Search Shortcut cmd + k | ctrl + k
pst

Read Microsoft PST files with rich schemas for common MAPI types (emails, contacts, appointments, tasks)

Maintainer(s): mach-kernel

Installing and Loading

INSTALL pst FROM community;
LOAD pst;

Example

-- Count all messages across PST files (supports globs)
D SELECT count(*) FROM read_pst_messages('enron/*.pst');
┌────────────────┐
  count_star()  
     int64      
├────────────────┤
    1227193     
└────────────────┘

-- Query contacts (supports remote URIs)
D SELECT given_name, surname FROM read_pst_contacts('https://example.com/outlook.pst');
┌────────────┬─────────┐
 given_name  surname 
  varchar    varchar 
├────────────┼─────────┤
 John        Doe     
 Jane        Smith   
└────────────┴─────────┘

-- Read messages with limit (applied during planning for large files)
D SELECT subject, sender_email_address, message_delivery_time
  FROM read_pst_messages('*.pst', read_limit=100);

About pst

A DuckDB extension for reading Microsoft PST files with rich schemas for common MAPI types.
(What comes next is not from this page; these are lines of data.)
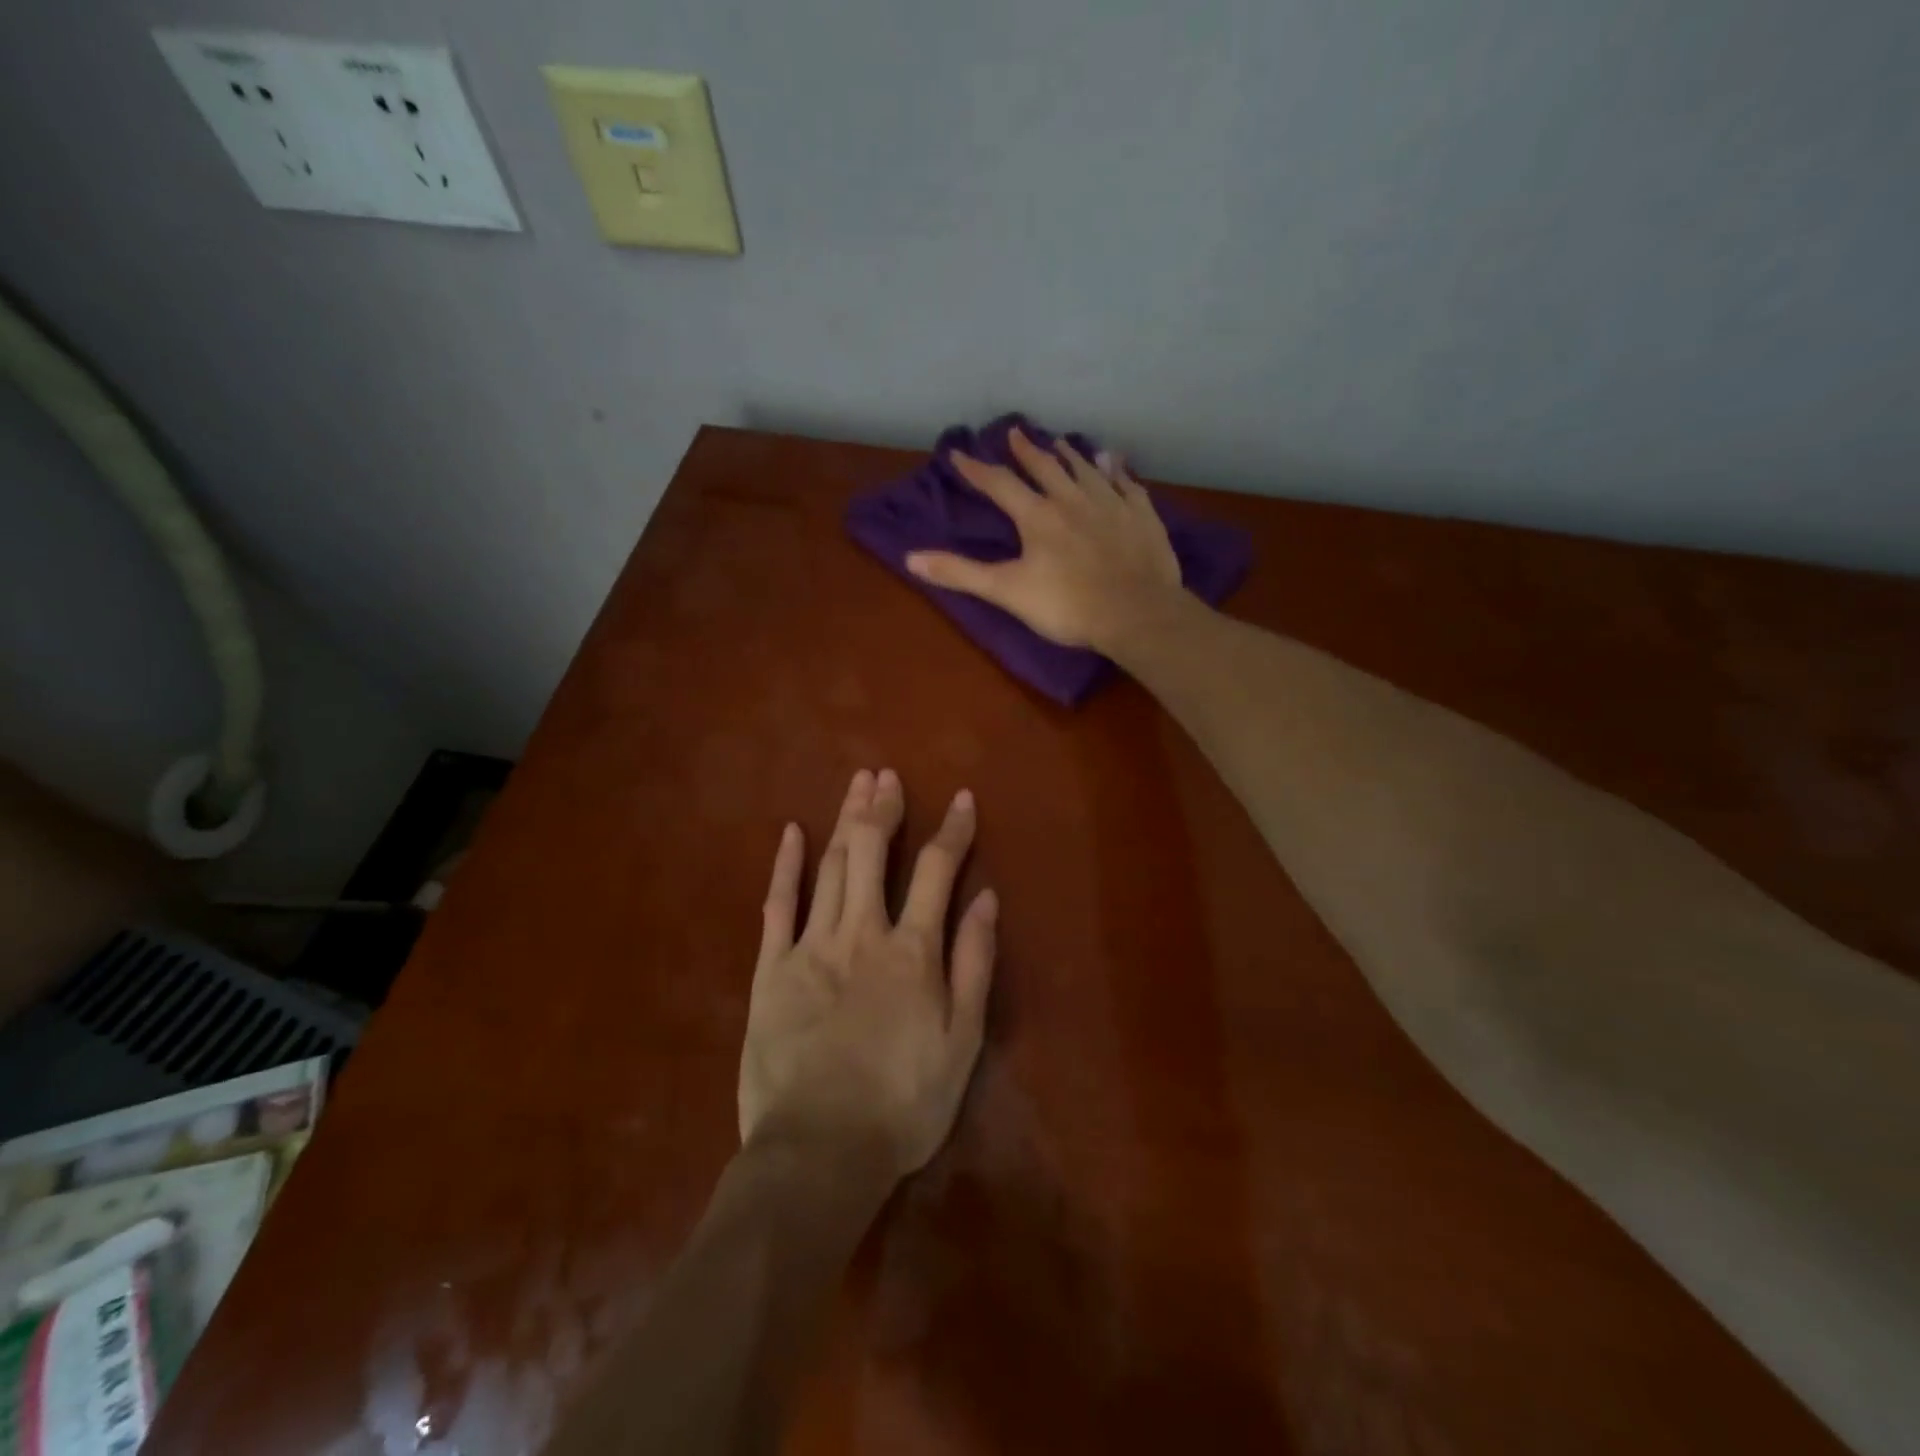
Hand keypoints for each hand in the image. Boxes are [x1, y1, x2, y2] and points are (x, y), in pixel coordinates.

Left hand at [741, 769, 996, 1178]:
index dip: (953, 830)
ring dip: (845, 820)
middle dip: (883, 807)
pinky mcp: (771, 968)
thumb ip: (974, 965)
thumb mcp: (961, 1042)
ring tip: (856, 784)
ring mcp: (811, 946)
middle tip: (887, 775)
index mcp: (912, 950)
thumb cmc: (902, 1103)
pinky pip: (778, 905)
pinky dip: (787, 865)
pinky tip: (793, 832)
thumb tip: (986, 899)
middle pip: (872, 851)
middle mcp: (862, 932)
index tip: (961, 798)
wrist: (819, 1152)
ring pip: (831, 867)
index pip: (938, 870)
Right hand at [905, 427, 1185, 653]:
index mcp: (1038, 516)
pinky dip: (1116, 471)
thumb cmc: (1068, 605)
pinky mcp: (1141, 516)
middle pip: (1045, 467)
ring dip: (1069, 454)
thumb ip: (960, 573)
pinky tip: (1114, 462)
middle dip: (1026, 450)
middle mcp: (1072, 499)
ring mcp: (1111, 504)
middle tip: (1016, 432)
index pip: (1000, 484)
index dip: (977, 469)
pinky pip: (1127, 484)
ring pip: (1086, 470)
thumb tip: (911, 558)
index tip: (959, 453)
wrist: (1136, 613)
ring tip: (1060, 442)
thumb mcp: (1006, 591)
Built on Microsoft's official PST SDK. Query emails, contacts, appointments, and more. Use it to analyze PST data in-place (locally or on object storage), import to DuckDB tables, or export to Parquet.

Table Functions

Function MAPI Class Description
read_pst_folders * Folder hierarchy
read_pst_messages * All messages with base IPM.Note schema
read_pst_notes IPM.Note Email messages
read_pst_contacts IPM.Contact Contacts with 78+ fields
read_pst_distribution_lists IPM.DistList Distribution lists with members
read_pst_appointments IPM.Appointment Calendar appointments and meetings
read_pst_sticky_notes IPM.StickyNote Sticky note items
read_pst_tasks IPM.Task Task items

Performance Features

  • Query pushdown: projection and statistics pushdown
  • Concurrent planning: parallel partition planning for directories with many PST files
  • Late materialization: filter on virtual columns before expanding full projections

Parameters

Parameter Default Description
read_body_size_bytes 1000000 Max bytes to read into body/body_html (0 for unlimited)
read_attachment_body false Whether to read attachment bytes
read_limit NULL Max items to read (applied during planning)

For full schema documentation and usage examples, see the GitHub repository.

Added Functions

function_name function_type description comment examples
read_pst_appointments table NULL NULL  
read_pst_contacts table NULL NULL  
read_pst_distribution_lists table NULL NULL  
read_pst_folders table NULL NULL  
read_pst_messages table NULL NULL  
read_pst_notes table NULL NULL  
read_pst_sticky_notes table NULL NULL  
read_pst_tasks table NULL NULL